Thursday, January 19, 2006

THE PRODIGALS...BRINGING DEATH'S HOMELESS CHILDREN HOME!

THE PRODIGALS
BRINGING DEATH'S HOMELESS CHILDREN HOME
by CliffMickelson
cmicke1065@aol.com

Ah, yes...If only the empty desert could talk, what tales would the wind in the sagebrush whisper to us?

And..

If only the city alleyway and flophouse hotel, the mission feeding station and the freeway overpass could speak to us, of what unknown mysteries would they gossip?

Would they perhaps call to us in the name of our lost children? Our numbed and numberless prodigal brothers and sisters?

Our once and future flesh and blood?

Would they then speak to us of what its like to be homeless in America?
Perhaps they would.... But then again, perhaps not.

For...

Few Americans who have not been directly touched by the world of the homeless are able to comprehend what it is that they see before them each day on city busses and in public parkways.

Little do unwitting members of the emerging North American Union realize that the alleys behind our comfortable homes are just one more level to Dante's street-wise Inferno; and that THIS is the apartmentalized furnace wherein dwell the homeless...

More ominously, fewer North Americans still, truly realize how close to their own front door that alleyway grows with each passing day.

In fact, the world of the "homeless" is a complex and multilevel hierarchal world.
It is a universe rife with violence, death, rape, addiction, petty crime and despair.
It is also home to a large group of people who profess to prefer it that way.

Freedom, they say, isn't free. They gladly pay the cost.

Ironically, some of the most intelligent and talented people I have ever met were citizen shipwrecks on the jagged shoals of this homeless shore.

Great numbers of these faceless men and women are dead now.

Their faces are long gone, but a growing number of their brethren's bodies remain extant among us to stand as their witness.

Many are the current and past homeless who began their journey overtly. They were looking for the "easy way." A quick buck, an undiscovered or unguarded path leading to an easy way out.

Some others began their journey oblivious. Mental cripples, they were completely unaware that their life's train was leaving the station.

Still more, throttled by the addiction of an insidious disease, found themselves huddled amongst Kith and kin along the far shore of the River Styx.

So many childlike spirits, being ever impatient for the return of Charon's ferry, instead daily choosing to recklessly throw themselves upon the mercy of another world's churning waters; preferring to drown alone in a black liquid whose ragged course rages inexorably toward the abyss of night's indigo oblivion.

From 1985 to 1995 I lived and worked in an environment pervaded with participants in this world...this...inverted North American culture!

I came to know that the world of the homeless clings tightly upon the dark underbelly of North America. It is the mirror form and microcosm of the world that spawned it.

All its talent, all its beauty, all its horrors and especially all its ugliness, are to be found here.

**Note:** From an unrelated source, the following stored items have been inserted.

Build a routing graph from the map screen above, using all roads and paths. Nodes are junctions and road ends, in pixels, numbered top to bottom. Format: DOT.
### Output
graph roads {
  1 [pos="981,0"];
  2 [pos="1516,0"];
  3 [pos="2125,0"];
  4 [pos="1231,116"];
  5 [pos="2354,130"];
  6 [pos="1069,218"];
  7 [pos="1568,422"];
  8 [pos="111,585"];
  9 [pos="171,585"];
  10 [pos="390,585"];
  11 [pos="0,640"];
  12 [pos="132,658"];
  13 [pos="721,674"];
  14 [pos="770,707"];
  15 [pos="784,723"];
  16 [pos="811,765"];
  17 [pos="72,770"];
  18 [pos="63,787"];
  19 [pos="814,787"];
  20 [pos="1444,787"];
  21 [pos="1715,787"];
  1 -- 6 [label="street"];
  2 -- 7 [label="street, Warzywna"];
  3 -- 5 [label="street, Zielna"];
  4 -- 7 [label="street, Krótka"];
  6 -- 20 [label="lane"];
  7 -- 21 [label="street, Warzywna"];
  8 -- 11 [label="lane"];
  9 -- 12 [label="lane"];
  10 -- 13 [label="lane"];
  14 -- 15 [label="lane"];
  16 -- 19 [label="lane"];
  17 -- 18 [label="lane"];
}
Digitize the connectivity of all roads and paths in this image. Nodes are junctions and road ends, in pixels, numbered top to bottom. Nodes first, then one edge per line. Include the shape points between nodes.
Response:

These vises and virtues permeate every molecule of each and every huddled form found in every darkened ally and every reeking empty dumpster.

The world of the homeless is a hall of distortions; a house of mirrors that cast back grotesque parodies of another place and time. It is the Dorian Grey of the false and shattered land of dreams that whelped it.

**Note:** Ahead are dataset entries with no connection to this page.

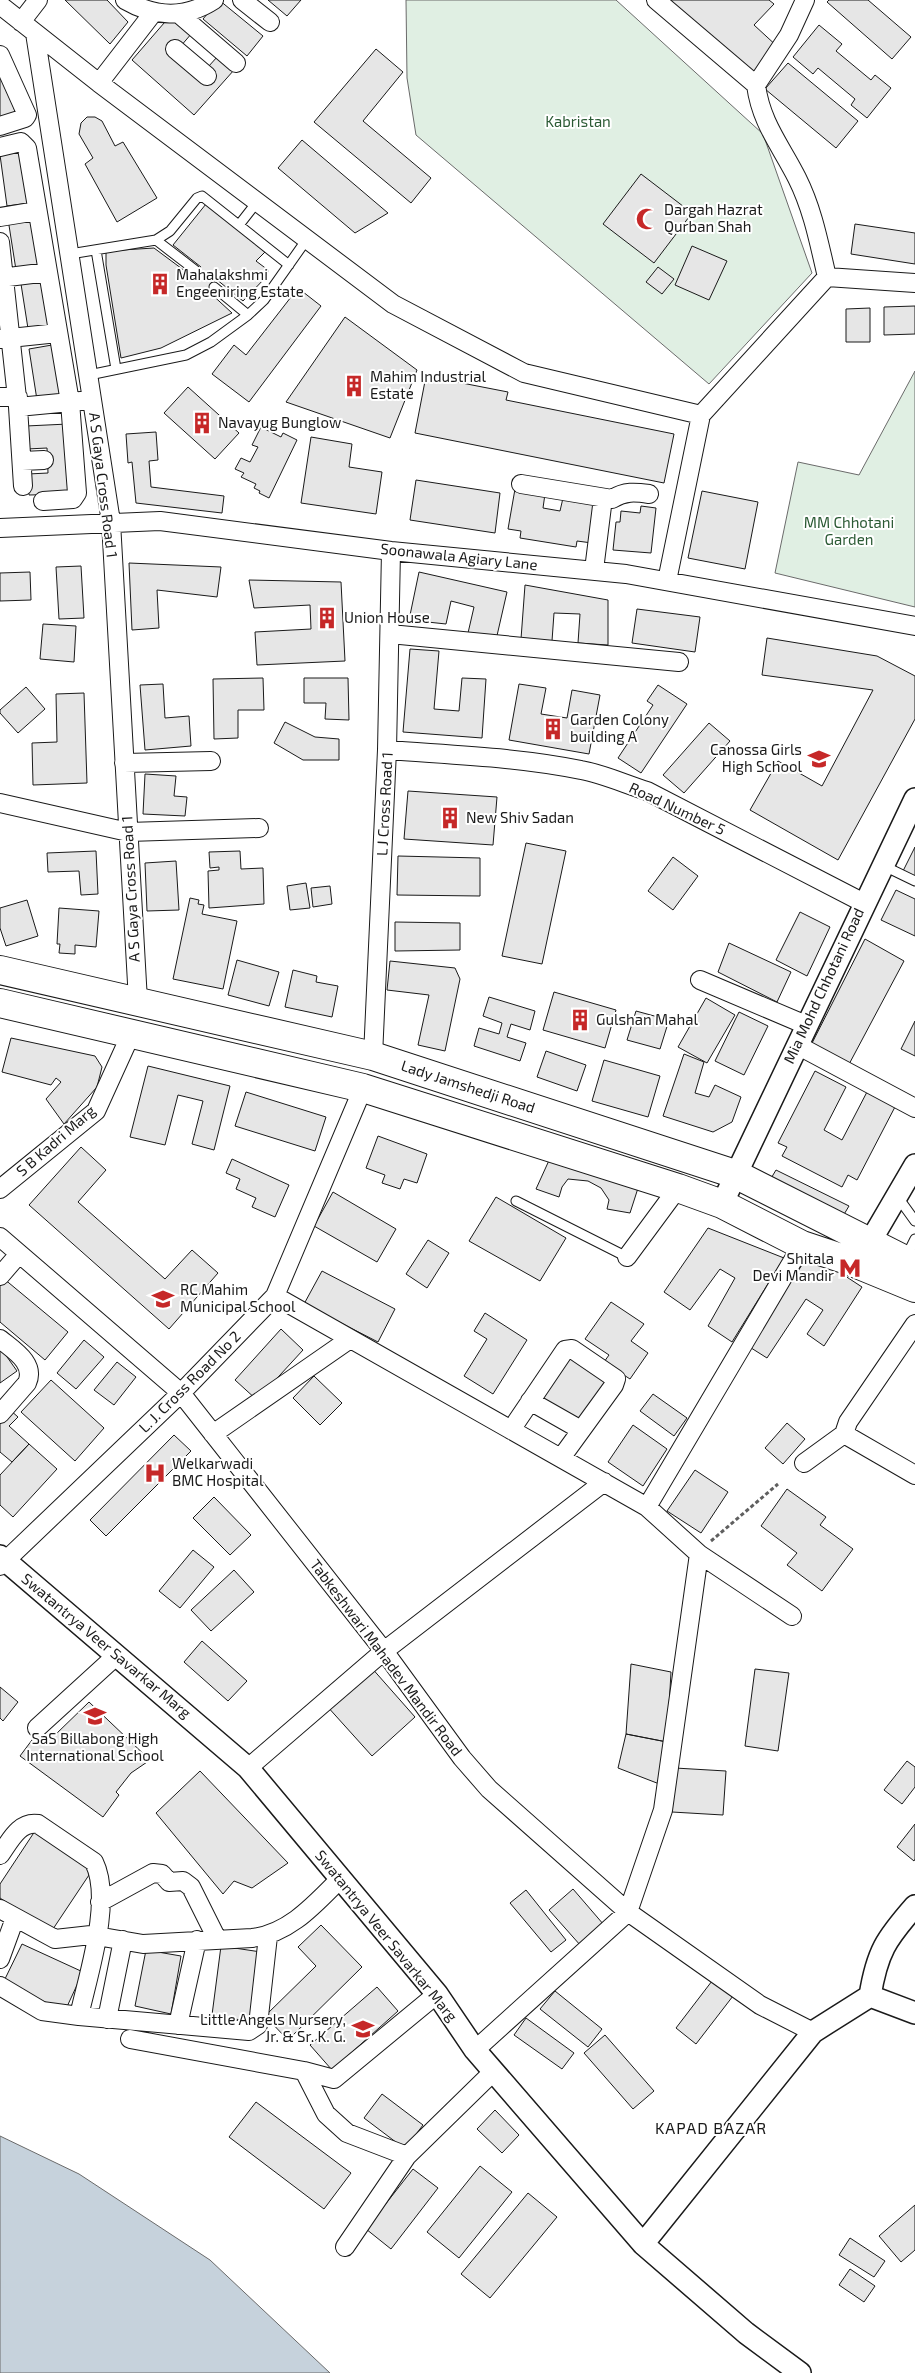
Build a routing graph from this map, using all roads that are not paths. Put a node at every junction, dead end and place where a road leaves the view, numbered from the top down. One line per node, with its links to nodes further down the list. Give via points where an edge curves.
1 (38, 0): 10 (street)
2 (125, 0): 8 (street)
3 (214, 0): 9 (street, via 206,6)
4 (242, 0): 11 (street)
5 (656, 0): 20 (street)
6 (805, 0): 20 (street, via 789,35)
7 (0, 5): 10 (street)
8 (153, 13): 9 (street); 19 (street)
9 (179, 14): 13 (street)
10 (21, 22): 12 (street)
11 (270, 22)
12 (35, 34): 19 (street); 31 (street, A S Gaya Cross Road 1)
13 (213, 43): 16 (street); 17 (street)
14 (174, 49): 17 (street)
15 (0, 55): 21 (street, via 27,115)
16 (236, 63)
17 (193, 65): 18 (street)
18 (207, 76)
19 (99, 84): 23 (street)
20 (756, 85): 35 (street, via 768,128 798,180 812,213)
21 (0, 126)
22 (0, 147): 24 (street, via 18,142 25,145)
23 (257, 202): 26 (lane); 27 (street)
24 (37, 211): 25 (street); 34 (street)
25 (0, 217)
26 (238, 225): 28 (lane, via 199,196 170,231); 32 (lane)
27 (307, 239): 32 (lane); 48 (street, via 393,304 524,373)
28 (156, 240): 30 (lane); 33 (lane)
29 (0, 242): 36 (street)
30 (96, 250): 31 (lane); 42 (lane)
31 (70, 254): 43 (street, A S Gaya Cross Road 1)
32 (289, 265): 39 (lane, via 264,300)
33 (195, 270)
34 (48, 272): 36 (street); 40 (street)
35 (827, 277): 37 (street); 48 (street)
36 (2, 278): 41 (street)
37 (915, 283)
38 (214, 287): 39 (lane)
39 (248, 315): 42 (lane, via 211,342 186,355)
40 (58, 333): 41 (street); 47 (street)
41 (6, 338): 46 (street)
42 (116, 369): 43 (lane)
43 (89, 375): 45 (street, A S Gaya Cross Road 1)
44 (0, 397): 46 (street)
45 (92, 400): 47 (street); 56 (street, A S Gaya Cross Road 1)
46 (18, 402): 47 (street); 50 (street)
47 (70, 402): 55 (street, via 77,494 73,499)
48 (702, 415): 60 (street)
49 (44, 460): 50 (street)
50 (22, 461): 52 (street)
51 (521, 484): 54 (street)
52 (23, 486)
53 (649, 494): 54 (street, via 631,492 612,499)
54 (603, 498): 59 (street)
55 (43, 501)
56 (111, 522): 57 (street, Soonawala Agiary Lane); 58 (street, Soonawala Agiary Lane, via 160,521); 66 (street, A S Gaya Cross Road 1)
57 (0, 528)
58 (391, 551): 59 (street, Soonawala Agiary Lane); 62 (street, L J Cross Road 1)
59 (594, 570): 60 (street, Soonawala Agiary Lane)
60 (666, 581): 61 (street, Soonawala Agiary Lane)
61 (915, 626)
62 (390, 634): 63 (street); 64 (street, L J Cross Road 1)
63 (679, 662)
64 (387, 750): 73 (street, Road Number 5, via 582,770 647,791); 81 (street, L J Cross Road 1)
65 (211, 761): 66 (street)
66 (124, 763): 70 (street, A S Gaya Cross Road 1)
67 (0, 803): 70 (street)
68 (914, 804): 71 (street, Mia Mohd Chhotani Road)
69 (259, 828): 70 (street)
70 (128, 832): 76 (street, A S Gaya Cross Road 1)
71 (884, 866): 72 (lane); 73 (street, Mia Mohd Chhotani Road)
72 (915, 881)
73 (864, 903): 78 (street, Mia Mohd Chhotani Road)
74 (0, 970): 76 (main road, Lady Jamshedji Road)
75 (700, 980): 78 (street)
76 (138, 1001): 81 (main road, Lady Jamshedji Road)
77 (0, 1003): 79 (main road)
78 (806, 1025): 80 (street, Mia Mohd Chhotani Road)
79 (131, 1034): 82 (main road); 87 (street, S B Kadri Marg, via 96,1111)
80 (797, 1044): 83 (street); 85 (street, Mia Mohd Chhotani Road)
81 (373, 1056): 85 (main road, Lady Jamshedji Road)
82 (364, 1088): 86 (main road); 100 (street, L. J. Cross Road No 2)
83 (915, 1108)
84 (913, 1173): 88 (street)
85 (735, 1174): 90 (street, Mia Mohd Chhotani Road); 93 (main road, Lady Jamshedji Road)
86 (678, 1188): 90 (main road); 97 (street)
87 (0, 1189)
88 (897, 1196): 91 (lane); 93 (street)
89 (516, 1201): 97 (lane)
90 (722, 1204): 94 (main road)
91 (915, 1221)
92 (0, 1237): 95 (street, Tabkeshwari Mahadev Mandir Road)
93 (870, 1242): 96 (main road, Lady Jamshedji Road)
94 (802, 1245): 99 (main road); 115 (street)
95 (19, 1254): 98 (street); 104 (street, Tabkeshwari Mahadev Mandir Road)
96 (911, 1255)
97 (627, 1256)
98 (0, 1276)
99 (915, 1288)
100 (275, 1296): 103 (street); 104 (street, L. J. Cross Road No 2)
101 (915, 1324): 110 (street, via 848,1422)
102 (0, 1339): 106 (street, via 23,1359 30,1370 30,1377)
103 (350, 1339): 107 (street); 109 (street)
104 (181, 1393): 109 (street, Tabkeshwari Mahadev Mandir Road); 117 (street, L. J. Cross Road No 2)
105 (530, 1401): 107 (street); 108 (street); 108 (street, via 565,1350 572,1348 616,1379)
106 (0, 1414)
107 (511, 1430): 111 (street)
108 (581, 1430): 111 (street)
109 (213, 1434): 119 (street, Tabkeshwari Mahadev Mandir Road)
110 (844, 1434): 112 (street); 113 (street)
111 (560, 1458): 114 (street)
112 (804, 1463)
113 (915, 1475)
114 (604, 1482): 115 (street); 119 (street)
115 (647, 1507): 116 (street)
116 (699, 1554): 118 (street); 127 (street, via 663,1810)
117 (2, 1561): 120 (street, Swatantrya Veer Savarkar Marg)
118 (792, 1616)
119 (384, 1651): 122 (street); 127 (street, Tabkeshwari Mahadev Mandir Road, via 462,1758 489,1789)
120 (117, 1655): 121 (street); 122 (street, Swatantrya Veer Savarkar Marg)
121 (37, 1728)
122 (248, 1768): 124 (street, Swatantrya Veer Savarkar Marg)
123 (0, 1855): 125 (street, via 22,1826 29,1822 38,1824 94,1862 98,1871)
124 (340, 1879): 130 (street, via 316,1904 279,1932); 136 (street, Swatantrya Veer Savarkar Marg)
125 (100, 1902): 129 (street); 131 (street, via 153,1873 162,1874 170,1882 183,1881 191,1886)
126 (915, 1906): 137 (street, via 889,1936 880,1952)
127 (628, 1912): 142 (street, Tabkeshwari Mahadev Mandir Road, via 760,2005); 144 (street)
128 (8, 1914): 129 (street, via 56,1939); 134 (street)
129 (98, 1936): 132 (street); 139 (street)
130 (268, 1936): 131 (street); 141 (street, via 258,2026 255,2029)
131 (218, 1939): 133 (street)
132 (123, 1940): 133 (street, via 143,1944); 140 (street)
133 (196, 1940): 141 (street)
134 (0, 1959)
135 (0, 1986): 139 (street, via 42,2011)
136 (437, 1994): 144 (street, Swatantrya Veer Savarkar Marg); 145 (street, via 334,2079)
137 (870, 1996): 138 (street); 142 (street)
138 (915, 2013)
139 (79, 2016): 140 (street)
140 (107, 2019): 141 (street)
141 (178, 2025)
142 (813, 2032): 148 (street)
143 (130, 2039): 145 (street)
144 (475, 2050): 146 (street, Swatantrya Veer Savarkar Marg)
145 (304, 2071): 147 (street, via 326,2114 347,2133)
146 (494, 2071): 147 (street); 148 (street, Swatantrya Veer Savarkar Marg)
147 (407, 2156): 149 (street)
148 (644, 2244): 150 (street, Swatantrya Veer Savarkar Marg, via 746,2332)
149 (345, 2247)
150 (800, 2373)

On cold park benches and in urine-stained doorways, only a thin cellulose tissue of lies serves as yesterday's discarded newspaper blanket; a sad hand me down of all that is no longer theirs to dream.

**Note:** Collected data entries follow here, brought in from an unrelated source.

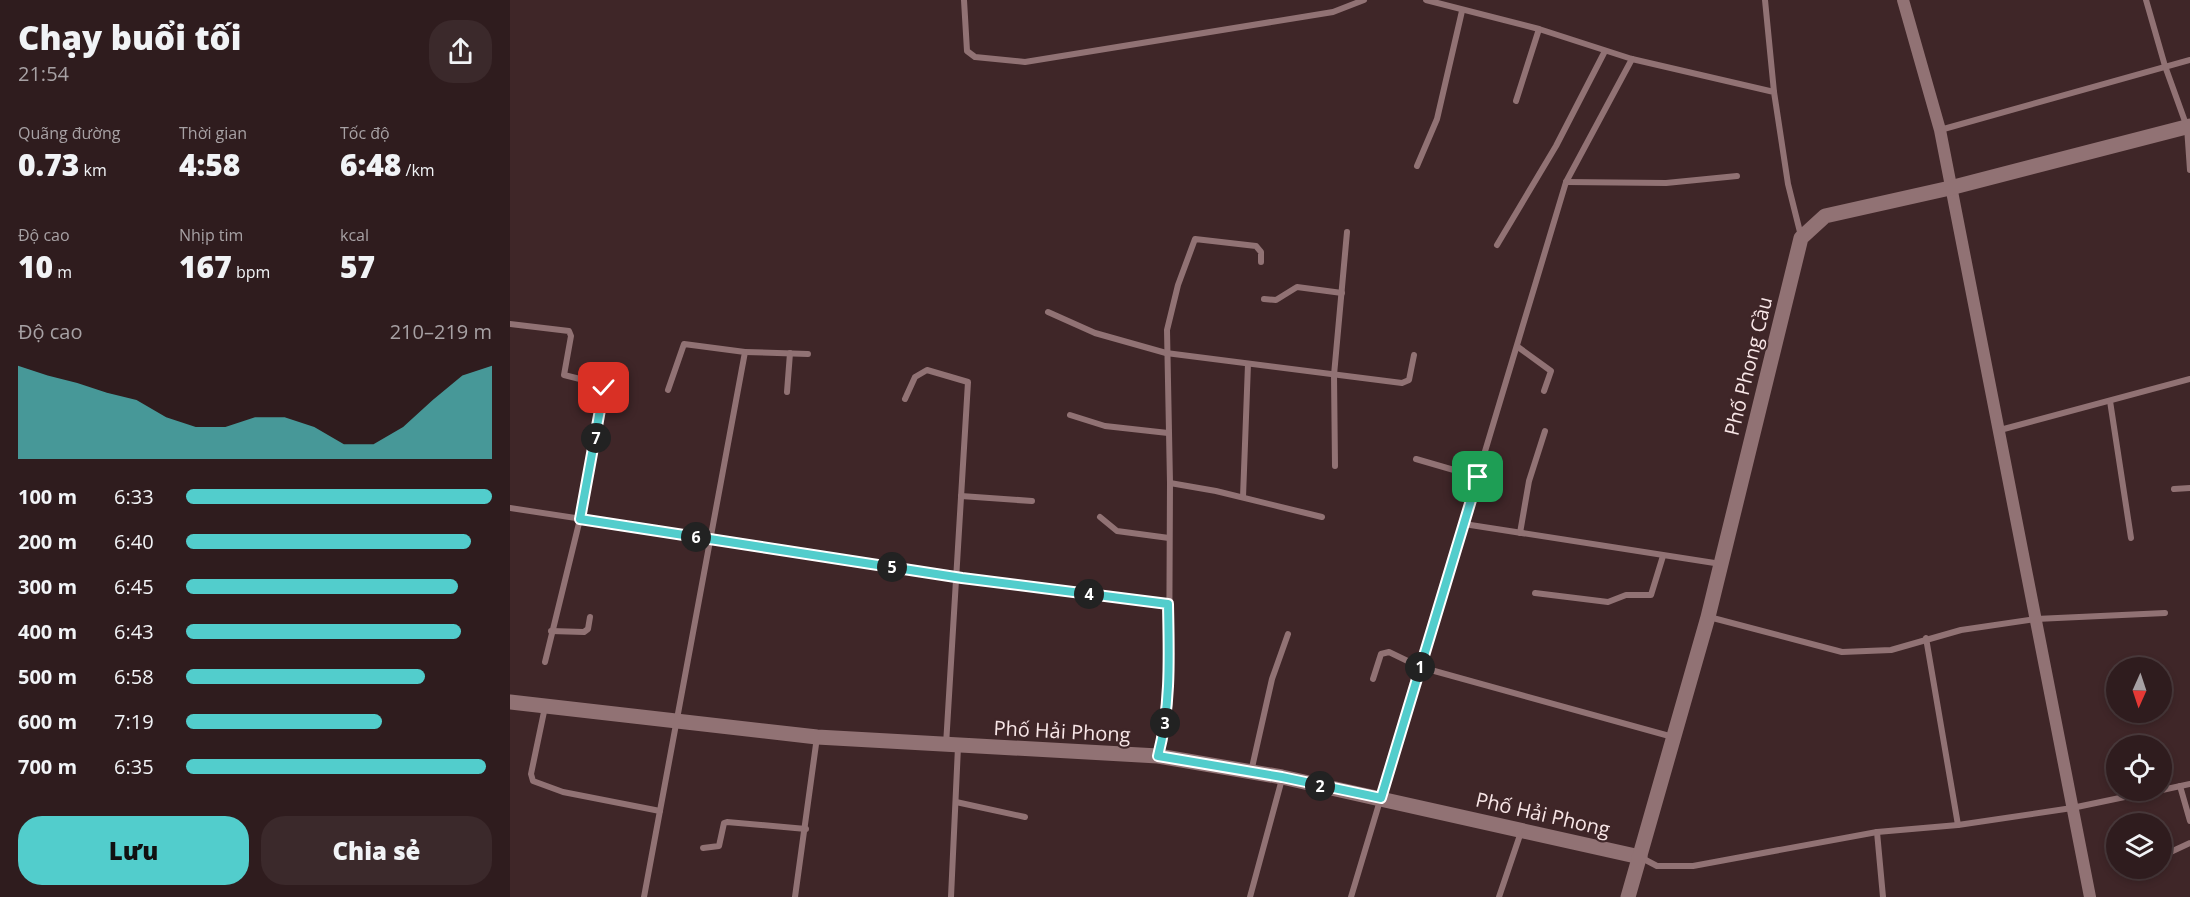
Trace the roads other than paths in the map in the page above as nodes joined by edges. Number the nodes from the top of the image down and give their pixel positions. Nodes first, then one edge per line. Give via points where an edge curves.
1 (964, 0) edge
2 (1364, 0) edge
3 (1426, 0) edge
4 (1765, 0) edge
5 (1903, 0) edge
6 (2146, 0) edge
7 (1462, 11) junction
8 (1539, 29) junction
9 (1609, 51) junction
10 (1632, 59) junction
11 (2190, 60) edge
12 (2165, 66) junction
13 (1774, 93) junction
14 (1516, 101) dead end
15 (2189, 126) edge
16 (1940, 130) junction
17 (1417, 166) dead end
18 (2190, 170) edge
19 (1737, 176) dead end
20 (1566, 182) junction
21 (1950, 188) junction
22 (1347, 232) dead end
23 (1801, 238) junction
24 (1497, 245) dead end
25 (1261, 262) dead end
26 (1342, 292) junction
27 (1264, 299) dead end
28 (1048, 312) dead end
29 (510, 324) edge
30 (1518, 347) junction
31 (745, 352) junction
32 (790, 353) junction
33 (1166, 353) junction
34 (808, 354) dead end
35 (1414, 355) dead end
36 (1248, 364) junction
37 (1334, 375) junction
38 (2190, 379) edge
39 (668, 390) dead end
40 (787, 392) dead end
41 (1544, 392) dead end
42 (905, 399) dead end
43 (2110, 401) junction
44 (1070, 415) dead end
45 (2000, 430) junction
46 (1545, 431) dead end
47 (1168, 433) junction
48 (1416, 459) dead end
49 (1335, 466) dead end
50 (1478, 477) junction
51 (1170, 483) junction
52 (2190, 488) edge
53 (2174, 489) dead end
54 (961, 496) junction
55 (1243, 497) junction
56 (1032, 501) dead end
57 (510, 508) edge
58 (1322, 517) dead end
59 (1100, 518) dead end
60 (580, 519) junction
61 (1464, 524) junction
62 (1520, 533) junction
63 (1169, 538) junction
64 (2131, 538) dead end
65 (711, 539) junction
66 (1663, 556) junction
67 (1721, 564) junction
68 (955, 576) junction
69 (1534, 593) dead end
70 (1168, 604) junction
71 (2165, 613) dead end
72 (1708, 616) junction
73 (590, 617) dead end
74 (2036, 619) junction
75 (550, 631) junction
76 (1288, 634) dead end
77 (1926, 638) junction
78 (545, 662) dead end
79 (1420, 667) junction
80 (1373, 679) dead end
81 (510, 702) edge
82 (546, 706) junction
83 (678, 720) junction
84 (817, 737) junction
85 (1673, 737) junction
86 (952, 746) junction
87 (1162, 757) junction
88 (1251, 773) junction
89 (1282, 777) junction
90 (2190, 784) edge
91 (2180, 786) junction
92 (2172, 788) edge
93 (1381, 798) junction
94 (2106, 801) edge
95 (956, 802) junction
96 (2072, 808) junction
97 (660, 811) junction
98 (1025, 817) dead end
99 (2190, 821) edge
100 (1958, 825) junction
101 (806, 829) junction
102 (1521, 831) junction
103 (1877, 832) junction
104 (2190, 843) edge
105 (703, 848) dead end
106 (2172, 851) edge
107 (1640, 857) junction
108 (644, 897) edge
109 (795, 897) edge
110 (951, 897) edge
111 (1250, 897) edge
112 (1351, 897) edge
113 (1499, 897) edge
114 (1628, 897) edge
115 (1883, 897) edge
116 (2090, 897) edge

1 - 2 lane via 967,51 975,57 1025,62 1332,12
3 - 7 lane
4 - 13 lane
5 - 16 street
6 - 12 lane
7 - 8 lane
7 - 17 lane via 1437,119
8 - 9 lane
8 - 14 lane
9 - 10 lane
9 - 24 lane
10 - 13 lane
10 - 20 lane
11 - 12 lane
12 - 15 lane
12 - 16 lane
13 - 23 lane
15 - 18 lane
15 - 21 street
16 - 21 street
19 - 20 lane via 1666,183
20 - 30 lane
21 - 23 street via 1825,216
21 - 45 street
22 - 26 lane
23 - 67 street, Phố Phong Cầu
25 - 33 lane via 1262,252 1256,246 1195,239 1171,310
26 - 27 lane via 1297,287 1276,300
26 - 37 lane
28 - 33 lane via 1077,327
29 - 60 lane via 569,331 564,375 604,388
30 - 41 lane via 1551,371
30 - 50 lane
31 - 32 lane
31 - 39 lane via 684,344
31 - 65 lane
32 - 34 lane
32 - 40 lane
33 - 36 lane
33 - 47 lane
35 - 37 lane via 1407,382
36 - 37 lane
36 - 55 lane
37 - 49 lane
38 - 43 lane
42 - 54 lane via 915,377 927,370 968,382
43 - 45 lane
43 - 64 lane
44 - 47 lane via 1105,426
45 - 74 street
46 - 62 lane via 1529,481
47 - 51 lane
48 - 50 lane
50 - 61 lane
51 - 55 lane
51 - 63 lane
52 - 53 lane
54 - 56 lane
54 - 68 lane
55 - 58 lane
57 - 60 lane
59 - 63 lane via 1117,531
60 - 65 lane
60 - 75 lane
61 - 62 lane
61 - 79 lane
62 - 66 lane
63 - 70 lane
65 - 68 lane
65 - 83 lane
66 - 67 lane
66 - 69 lane via 1651,595 1626,595 1608,602
67 - 72 street, Phố Phong Cầu
68 - 70 lane
68 - 86 lane
70 - 87 lane via 1168,689
71 - 74 lane
72 - 77 lane via 1842,652 1891,650
72 - 85 street, Phố Phong Cầu
73 - 75 lane via 585,632
74 - 77 lane
74 - 96 street
75 - 78 lane
76 - 88 lane via 1272,680
77 - 100 lane
79 - 80 lane via 1389,652 1381,654
79 - 85 lane
79 - 93 lane
81 - 82 street, Phố Hải Phong
82 - 83 street, Phố Hải Phong
82 - 97 lane via 531,774 533,781 563,792
83 - 84 street, Phố Hải Phong
83 - 97 lane
84 - 86 street, Phố Hải Phong
84 - 101 lane
85 - 107 street, Phố Phong Cầu
86 - 87 street, Phố Hải Phong
86 - 95 lane
87 - 88 street, Phố Hải Phong
88 - 89 street, Phố Hải Phong
89 - 93 street, Phố Hải Phong
89 - 111 lane
90 - 91 lane
91 - 92 lane
91 - 99 lane
93 - 102 street, Phố Hải Phong
93 - 112 lane
94 - 96 lane
95 - 98 lane
95 - 110 lane
96 - 100 lane
96 - 116 street
97 - 108 lane
100 - 103 lane
101 - 105 lane via 727,822 719,846
101 - 109 lane
102 - 107 street, Phố Hải Phong
102 - 113 lane
103 - 107 lane via 1693,866 1657,866
103 - 115 lane
104 - 106 lane
107 - 114 street, Phố Phong Cầu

In this final inadequate broadside of daily obituaries, their names will someday be found missing, as they themselves are now severed, post partum, from a world that no longer shelters and consoles its abandoned denizens from the icy cold hand of waiting death.

But, the homeless know that the dark Lord of Death is patient. He bides his time. For he has marked each and every one of his prodigal charges.

Of all those waifs lost in the polyglot family of Man, these are his special children.
And...All too soon the long reach of Death will silently gather in his markers.

One by one.

One alley and one doorway at a time, Death will bring his homeless children home.

We would do well to remember, America, that someday sooner than you may suspect, there, but for the grace of God, go you and I.